The holiday clothing statement returned with what appears to be staying power in the early aughts. National Ugly Christmas Sweater Day (Friday, Dec. 16) even started showing up on national day calendars that list dozens of things to celebrate even if you do not get a day off from work to do it.
Colin Firth, playing the lawyer Mark Darcy in 2001’s “Bridget Jones’s Diary,” wore a sweater with a goofy-looking reindeer, much to the comic disdain of Bridget (Renée Zellweger). The sweater had to be just right and went through several iterations, Sharon Maguire, the director of all three films in the Bridget Jones franchise, told USA Today in 2016.
“The character of Mr. Darcy is a constipated English prig when we first meet him, so we needed something totally ridiculous to pierce that pomposity,” Maguire said, adding that neither Santas nor Christmas trees “worked as well as that red-nosed moose or reindeer we chose.”
“First versions of the moose were too small and too subtle. The moose eyes weren't dopey enough. The horns weren’t large or waggly enough, either. It also had to work for the camera,” she said. “It’s a reveal, so the top of the sweater had to be plain and make Darcy look kinda cool on Bridget’s first appearance. Although it's impossible to look cool in a turtleneck sweater when you're over 17 and not a model.”
Val Doonican and Andy Williams wouldn’t recognize — and perhaps wouldn’t appreciate— the holiday-themed sweaters of today. They’ve gotten raunchier, pushing the boundaries of good taste, as time has gone on, according to a 2019 story originally published by The Washington Post.
On Google, a search for “ugly Christmas sweaters” yields 32.2 million results. Some do light up. They relay cheesy puns. They bear the names of celebrities and brands. There’s even something called the “Corn Ugly Christmas Sweatshirt.”
They have become so popular that dogs wear them. The Chicago French Bulldog Rescue group just closed the books on its 2022 Ugly Sweater Holiday Party, an event to raise money for dogs that need medical care. It’s so popular it usually raises about $150,000 in donations.

Finding ugly Christmas sweaters used to require hours of combing through thrift shops. Big-box and fast-fashion retailers got on board, first, and even luxury fashion houses, such as Givenchy and Dolce & Gabbana, and Nordstrom and other high-end retailers are grabbing a piece of the multi-million-dollar ugly Christmas sweater industry.
The hosts of the first-known ugly Christmas sweater party, held in Vancouver, British Columbia, in 2002, must be proud.
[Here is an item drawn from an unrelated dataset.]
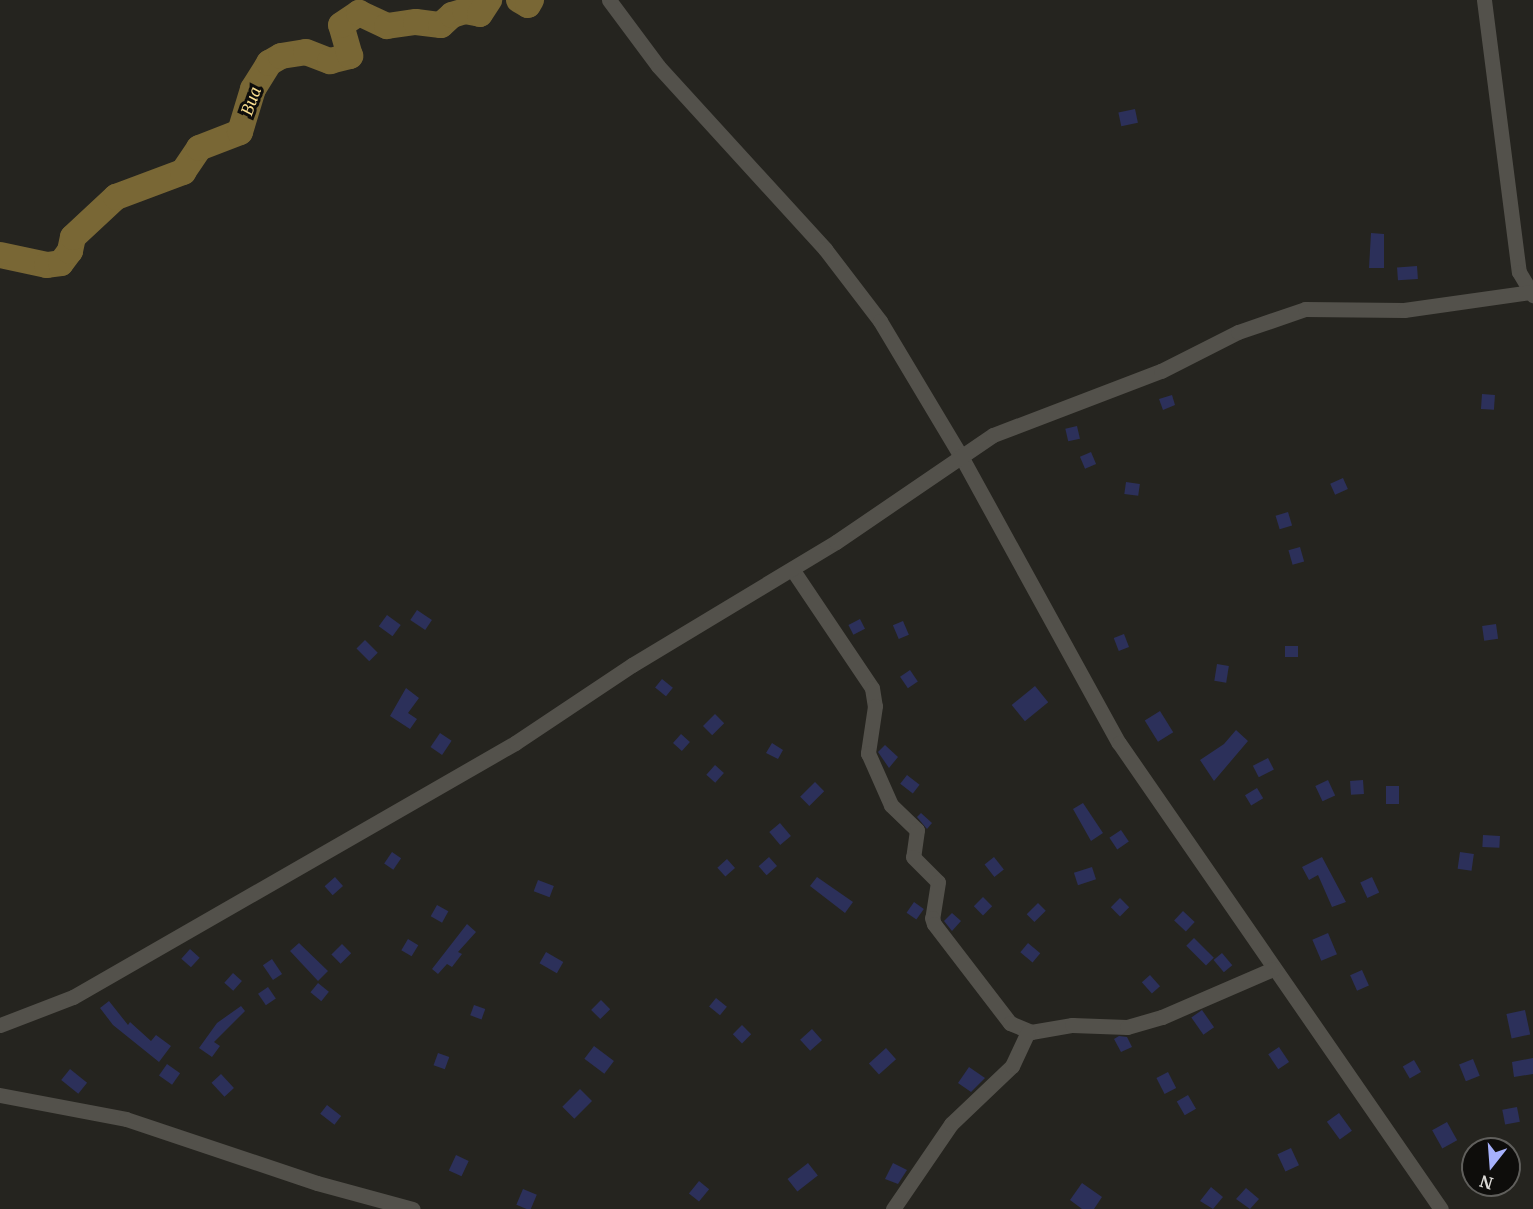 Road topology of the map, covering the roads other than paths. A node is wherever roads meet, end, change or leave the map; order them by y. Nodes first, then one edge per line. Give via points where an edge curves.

Their aim was to make the ugly Christmas sweater a pinnacle of modern ironic taste, according to the “Ugly Christmas Sweater Party Book: The Definitive Guide to Getting Your Ugly On.”
“It’s hard to say what triggered the change in perspective,” Brian Miller, one of the book’s authors and founder of the online shop UglyChristmasSweaterParty.com, told CNN Style last year. “But I think that the moment someone wore the garment in a humorous way, people started seeing the comic side of it, and thinking ‘this thing at the back of the closet could be fun, instead of something awful that nobody wants,’ ” he said.
He called the ugly Christmas sweater “our generation’s mistletoe,” and said it has reached “it” status.
“When I attended my first Ugly Sweater Party in the early 2000s, I would have never anticipated the garment would take off like this,” Miller told CNN. “Although it's easy to see why: ugly knits can be worn by anyone — from my daughter at her school’s ugly sweater contest to office workers at their end of year party. They’re democratic. And they’re a lot of fun. Christmas can be quite stressful — wearing something ridiculous can help take the pressure off.”
Also, depending on how many kitschy things you add, ugly Christmas sweaters may, in fact, be a fire hazard.